Let’s begin with a question. Is the Bible the inspired and inerrant word of God? If you answer yes to this question, then the rest of this should be easy. I say should be because your flesh wants to reject the topic for today, Election and Reprobation. As John Piper says, “No one is born a Calvinist.” Since the fall, man has been grasping for the fruit of autonomy. Let’s start with definitions.
Election - “an act of God before creation in which he choose some people to be saved, not on account of any foreseen merit in them, but only because of his sovereign good pleasure.” (Wayne Grudem’s Systematic Theology).
Reprobation – “the sovereign decision of God before creation to pass over some persons, in sorrow deciding not to save them, and to punish them for their sins, and thereby to manifest his justice.” (Wayne Grudem’s Systematic Theology).

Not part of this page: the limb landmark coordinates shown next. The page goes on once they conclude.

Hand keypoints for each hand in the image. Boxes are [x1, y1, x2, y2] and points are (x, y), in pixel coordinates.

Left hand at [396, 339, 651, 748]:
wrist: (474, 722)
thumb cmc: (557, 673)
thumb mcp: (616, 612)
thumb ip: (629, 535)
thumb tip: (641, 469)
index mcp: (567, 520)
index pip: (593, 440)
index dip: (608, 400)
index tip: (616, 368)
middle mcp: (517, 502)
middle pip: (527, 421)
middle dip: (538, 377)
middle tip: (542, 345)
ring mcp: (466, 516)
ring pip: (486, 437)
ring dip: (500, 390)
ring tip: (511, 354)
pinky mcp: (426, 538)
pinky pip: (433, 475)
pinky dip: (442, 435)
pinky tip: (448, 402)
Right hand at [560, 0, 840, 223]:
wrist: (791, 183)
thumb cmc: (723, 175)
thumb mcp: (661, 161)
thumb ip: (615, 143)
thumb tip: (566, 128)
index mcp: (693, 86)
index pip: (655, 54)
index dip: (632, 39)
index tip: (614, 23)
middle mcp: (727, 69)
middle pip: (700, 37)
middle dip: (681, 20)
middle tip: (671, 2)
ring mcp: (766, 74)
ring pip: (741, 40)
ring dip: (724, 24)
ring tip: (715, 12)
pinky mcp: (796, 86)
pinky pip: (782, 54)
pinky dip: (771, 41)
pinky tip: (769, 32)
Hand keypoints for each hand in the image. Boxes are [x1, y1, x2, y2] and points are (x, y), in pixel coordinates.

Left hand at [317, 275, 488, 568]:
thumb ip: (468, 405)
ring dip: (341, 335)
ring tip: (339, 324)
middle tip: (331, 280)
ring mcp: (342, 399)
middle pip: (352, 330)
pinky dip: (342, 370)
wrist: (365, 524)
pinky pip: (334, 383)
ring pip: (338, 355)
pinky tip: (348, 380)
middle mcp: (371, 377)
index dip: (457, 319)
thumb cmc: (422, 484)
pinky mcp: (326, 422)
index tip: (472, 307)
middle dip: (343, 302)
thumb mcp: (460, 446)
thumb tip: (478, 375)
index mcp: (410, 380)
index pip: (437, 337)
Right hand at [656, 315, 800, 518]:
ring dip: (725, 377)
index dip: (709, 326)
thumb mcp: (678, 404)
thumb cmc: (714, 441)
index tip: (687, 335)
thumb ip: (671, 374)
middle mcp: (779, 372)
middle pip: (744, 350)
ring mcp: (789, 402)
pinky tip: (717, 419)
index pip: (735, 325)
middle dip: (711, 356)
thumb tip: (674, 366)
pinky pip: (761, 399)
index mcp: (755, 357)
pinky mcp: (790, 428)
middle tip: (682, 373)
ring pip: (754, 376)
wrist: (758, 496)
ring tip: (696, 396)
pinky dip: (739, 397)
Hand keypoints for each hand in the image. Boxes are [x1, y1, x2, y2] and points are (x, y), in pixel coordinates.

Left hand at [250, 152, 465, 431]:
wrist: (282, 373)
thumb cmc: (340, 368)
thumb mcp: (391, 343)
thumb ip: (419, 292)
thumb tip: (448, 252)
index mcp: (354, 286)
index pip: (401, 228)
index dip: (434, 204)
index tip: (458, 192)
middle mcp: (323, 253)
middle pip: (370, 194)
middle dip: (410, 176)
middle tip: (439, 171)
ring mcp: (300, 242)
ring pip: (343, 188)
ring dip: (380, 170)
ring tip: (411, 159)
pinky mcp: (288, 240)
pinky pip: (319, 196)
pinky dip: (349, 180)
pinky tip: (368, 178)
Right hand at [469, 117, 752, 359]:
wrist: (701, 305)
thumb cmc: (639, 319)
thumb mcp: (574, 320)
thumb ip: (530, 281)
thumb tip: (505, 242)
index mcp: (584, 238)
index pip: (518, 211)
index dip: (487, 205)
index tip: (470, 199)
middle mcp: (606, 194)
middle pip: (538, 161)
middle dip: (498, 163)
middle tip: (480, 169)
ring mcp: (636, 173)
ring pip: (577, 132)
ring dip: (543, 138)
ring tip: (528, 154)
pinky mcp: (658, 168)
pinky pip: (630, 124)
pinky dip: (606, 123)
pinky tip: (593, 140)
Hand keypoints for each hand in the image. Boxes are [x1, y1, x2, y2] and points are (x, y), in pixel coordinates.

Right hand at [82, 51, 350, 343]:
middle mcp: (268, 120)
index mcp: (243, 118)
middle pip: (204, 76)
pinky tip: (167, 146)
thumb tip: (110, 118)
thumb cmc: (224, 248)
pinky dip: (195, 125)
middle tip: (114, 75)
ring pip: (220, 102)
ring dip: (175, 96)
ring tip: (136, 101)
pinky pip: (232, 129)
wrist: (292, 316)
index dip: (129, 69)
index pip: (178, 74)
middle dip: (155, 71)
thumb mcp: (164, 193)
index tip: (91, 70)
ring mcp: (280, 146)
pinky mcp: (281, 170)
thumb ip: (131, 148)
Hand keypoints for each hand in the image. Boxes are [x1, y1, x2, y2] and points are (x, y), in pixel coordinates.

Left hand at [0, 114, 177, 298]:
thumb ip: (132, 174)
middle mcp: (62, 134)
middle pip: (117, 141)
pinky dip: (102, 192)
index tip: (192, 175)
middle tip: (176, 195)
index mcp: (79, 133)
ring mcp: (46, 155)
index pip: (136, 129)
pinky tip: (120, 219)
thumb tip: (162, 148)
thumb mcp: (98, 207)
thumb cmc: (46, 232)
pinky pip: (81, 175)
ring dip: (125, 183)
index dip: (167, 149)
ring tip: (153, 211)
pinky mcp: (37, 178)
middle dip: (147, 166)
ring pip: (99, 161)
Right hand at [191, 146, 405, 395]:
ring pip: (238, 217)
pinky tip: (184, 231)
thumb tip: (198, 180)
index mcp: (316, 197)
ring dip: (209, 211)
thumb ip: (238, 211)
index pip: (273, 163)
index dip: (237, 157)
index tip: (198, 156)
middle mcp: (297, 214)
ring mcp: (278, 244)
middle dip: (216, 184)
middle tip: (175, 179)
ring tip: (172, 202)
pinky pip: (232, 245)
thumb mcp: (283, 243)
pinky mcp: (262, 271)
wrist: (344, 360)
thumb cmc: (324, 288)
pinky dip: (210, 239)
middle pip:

Are these two definitions Biblical? First let us begin by recognizing that the word “elect” is not a Grudem word, nor a theology word (like “Trinity”). Elect is a Bible word. It is used more than 24 times in the New Testament. In fact, just this morning during my family’s morning Bible reading we read this verse, “And will not God give justice to his elect, who cry to him day and night? Will he delay long over them?” (Luke 18:7). The Greek word for elect is “eklektos” which means picked out or chosen.
Another use of eklektos is found in Matthew 22:14 when Jesus says, “For many are called, but few are chosen (elektos).” Time does not allow me to go through every verse, but if you want to read a few more verses that speaks of God’s choosing look at (Romans 8:33, Colossians 3:12, 2 Timothy 2:10, 1 Peter 2:9)
Therefore, there should be no debate that God is the one who chooses us. Likewise there should be no debate that God wants us to know that he chooses us, hence why he continuously reveals this specific truth to us repeatedly in His Word (Pastors beware). In fact, Jesus displays this in John 15:16, “You did not choose me, but I chose you and appointed you that you should go and bear fruit and that your fruit should abide.”
The other side of the coin of election is reprobation. If God has chosen some, but not others, that means he decided not to choose some. As Grudem says, he passed over some persons. This is reprobation.
This leads to the questions 1) When did God choose those whom he would save (thereby passing over others) and 2) why did he choose those whom he would save. Both of those questions are answered in Ephesians 1:3-6, the Scripture above.
Verse 4 tells us “even as he chose us in him before the foundation of the world.” God choose us before there was an us. Second, why did he choose us? Look at verse 6 “to the praise of his glorious grace.” Our election is not built upon works, it is built upon grace. His election is not founded upon anything we do, but on God’s sovereignty. If you want to read more about this, I would also encourage you to read Romans 8-9.
Therefore, let us go back to the first question I posed, “Is the Bible the inspired and inerrant word of God? If you answered yes, then you should accept what God reveals about who gets the glory for your salvation.